3. Знаки же [условно] данные — это те, которыми каждое живое существо, по взаимному согласию и насколько возможно, определяет себя для демонстрации волнения своей души, или чувств, или каких-либо понятий. И у нас только одна причина для обозначения, т. е. для придания знака — вынуть и перенести в душу другого то, что производит в душе то, что создает знак. Итак, род именно этих знаков, поскольку он относится к людям, мы решили исследовать и обсудить, потому что и знаки, данные свыше, которые содержатся в Священном Писании, возвещены нам через людей, которые их записали. Даже и некоторые животные общаются друг с другом знаками, которыми они выражают страсти своей души. Ведь и петух, найдя пищу, голосом дает знак курице, чтобы та поспешила к ней; голубь стенанием кличет голубку, а голубка — голубя. Обычно на многое такое обращается внимание; но таковы ли [эти знаки], как изменения в лице или крик вопящего от боли, следуют ли они у них за душевным движением без волеизъявления или же условно даются для означивания — это другой вопрос, и он не относится к тому, о чем идет речь, потому мы удаляем часть [проблемы] из этого труда как не являющуюся необходимой.
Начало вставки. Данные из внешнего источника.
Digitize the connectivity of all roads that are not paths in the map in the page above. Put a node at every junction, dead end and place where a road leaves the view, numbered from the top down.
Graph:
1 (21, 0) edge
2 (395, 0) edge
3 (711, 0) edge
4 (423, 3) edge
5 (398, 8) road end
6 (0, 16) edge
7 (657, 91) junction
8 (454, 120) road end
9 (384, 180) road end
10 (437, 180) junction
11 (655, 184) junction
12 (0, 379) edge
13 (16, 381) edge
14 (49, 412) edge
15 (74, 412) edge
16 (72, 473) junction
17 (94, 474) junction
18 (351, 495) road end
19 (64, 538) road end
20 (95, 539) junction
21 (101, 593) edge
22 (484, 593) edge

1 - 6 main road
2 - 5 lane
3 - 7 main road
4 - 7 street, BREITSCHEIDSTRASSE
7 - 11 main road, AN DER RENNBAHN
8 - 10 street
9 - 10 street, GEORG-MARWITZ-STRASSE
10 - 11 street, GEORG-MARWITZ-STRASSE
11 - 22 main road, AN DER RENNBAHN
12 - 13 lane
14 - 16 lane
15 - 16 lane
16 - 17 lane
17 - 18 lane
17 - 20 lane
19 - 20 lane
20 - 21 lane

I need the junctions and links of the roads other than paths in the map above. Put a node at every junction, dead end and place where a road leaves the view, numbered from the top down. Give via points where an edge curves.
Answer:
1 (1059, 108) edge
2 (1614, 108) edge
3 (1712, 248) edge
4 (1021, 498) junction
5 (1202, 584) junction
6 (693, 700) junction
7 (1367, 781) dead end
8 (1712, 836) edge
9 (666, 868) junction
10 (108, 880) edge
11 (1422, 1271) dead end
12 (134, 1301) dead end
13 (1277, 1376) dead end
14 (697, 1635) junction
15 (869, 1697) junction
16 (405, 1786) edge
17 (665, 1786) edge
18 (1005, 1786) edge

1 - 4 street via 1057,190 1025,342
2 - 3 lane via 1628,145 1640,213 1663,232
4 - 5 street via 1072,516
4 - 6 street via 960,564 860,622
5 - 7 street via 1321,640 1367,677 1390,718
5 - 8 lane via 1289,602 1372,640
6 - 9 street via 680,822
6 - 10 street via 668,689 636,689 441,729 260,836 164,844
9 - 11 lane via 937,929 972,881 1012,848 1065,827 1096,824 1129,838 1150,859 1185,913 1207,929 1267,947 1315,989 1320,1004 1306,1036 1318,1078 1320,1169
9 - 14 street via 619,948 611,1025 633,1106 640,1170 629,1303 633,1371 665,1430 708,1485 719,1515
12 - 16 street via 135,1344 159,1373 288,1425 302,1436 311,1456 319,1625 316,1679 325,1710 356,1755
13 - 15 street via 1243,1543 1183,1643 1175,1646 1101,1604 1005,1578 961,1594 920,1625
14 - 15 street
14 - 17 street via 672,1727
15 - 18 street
4. Итак, некоторые из знаков, с помощью которых люди общаются друг с другом для выражения своих чувств, связаны с чувством зрения, большая часть — с чувством слуха, очень не многие с прочими чувствам. Ведь когда мы [на что-либо] киваем, то подаем знак только глазам того, кого хотим, благодаря этому знаку, сделать участником нашей воли. А кто-то подает множество знаков движением рук; гистрионы[53]
подают некие знаки перед знатоками движением всех членов и беседуют как бы с глазами их; военные знамена и значки внушают [воинам] через глаза волю вождей: и все это — как бы некие видимые слова. Тех, что относятся к слуху, — большая часть, и они главным образом состоят из слов (verbum). Ибо и военная труба, и флейта, и цитра часто издают не только приятный, но и значащий звук; но все эти знаки в сравнении со словами весьма немногочисленны; слова, напротив, держат у людей первенство в обозначении, они все улавливаются (concipio) душой, если кто-либо пожелал бы их воспроизвести. Ведь и Господь придал известное знаменование драгоценному миру, коим помазаны были ноги Его (Ин. 12, 3-7), и ознаменовал, как Сам благоволил, таинство искушаемого тела и крови Своей (Мф. 26, 28; Лк. 22, 19-20), и когда жена, прикоснувшись к краю одежды Его, оказалась исцеленной, Он все ознаменовал (Мф. 9, 20-22). Но бесчисленное множество знаков преимущественно заключается в словах, коими люди выражают свои мысли. Ибо все роды знаков, которые я кратко упомянул, я мог выразить словами, но слов этими знаками [выразить] не мог бы никаким образом.5. Но поскольку [слова], по сотрясении (verberatus[54]
) воздуха, тотчас исчезают, не задерживаясь дольше, чем звучат, то знаки слов утверждаются с помощью букв. Таким образом, звуки представляются глазам уже не сами собою, а через некие свои знаки. Эти знаки, следовательно, не могли быть общими у всех народов из-за греха человеческого раздора, так как каждый [народ] присваивает себе первенство. Из-за этой гордыни была возведена та самая башня до неба[55], чем нечестивцы заслужили иметь не только несогласные души, но и несогласные звуки.6. Отсюда последовало то, что божественное Писание, врачующее многоразличные болезни человеческих помышлений, произведенное на одном языке, на котором оно благоугодно могло распространиться по лицу земли, было повсюду и широко возвещено народам во спасение, в переложении па разные языки. Читающие его ничего иного не желают, как только обнаружить мысли и волю тех, кто его записал, а через них волю Божью, по которой говорили, как мы верим, таковые люди.